Task statement: Lines below that include the word "pinky" should each be copied.
[Start of section]
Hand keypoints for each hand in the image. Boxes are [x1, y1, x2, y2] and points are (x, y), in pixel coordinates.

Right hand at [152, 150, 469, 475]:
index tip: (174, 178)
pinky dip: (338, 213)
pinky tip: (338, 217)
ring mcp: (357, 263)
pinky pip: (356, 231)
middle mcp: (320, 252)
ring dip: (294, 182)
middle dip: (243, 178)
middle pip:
[End of section]
[Start of section]
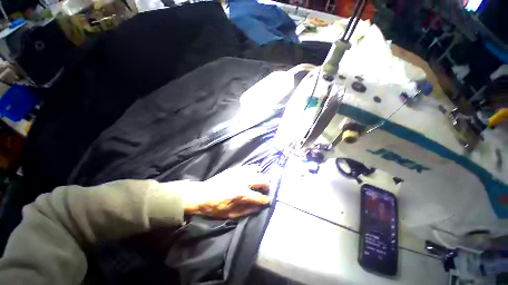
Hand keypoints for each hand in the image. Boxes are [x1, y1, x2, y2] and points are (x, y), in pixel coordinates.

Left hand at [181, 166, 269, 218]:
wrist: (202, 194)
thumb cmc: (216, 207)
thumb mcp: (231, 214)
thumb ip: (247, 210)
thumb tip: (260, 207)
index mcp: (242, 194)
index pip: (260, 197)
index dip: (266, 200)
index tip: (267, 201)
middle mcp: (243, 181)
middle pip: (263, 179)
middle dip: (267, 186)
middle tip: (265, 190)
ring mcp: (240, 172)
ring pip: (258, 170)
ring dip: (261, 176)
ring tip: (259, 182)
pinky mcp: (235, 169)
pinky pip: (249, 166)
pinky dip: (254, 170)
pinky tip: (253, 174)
[End of section]
Completed task:
pinky dip: (338, 213)
pinky tip: (338, 217)
pinky pip: (356, 231)
pinky mcp: (235, 169)
pinky pip: (249, 166)
pinky dip: (254, 170)
pinky tip: (253, 174)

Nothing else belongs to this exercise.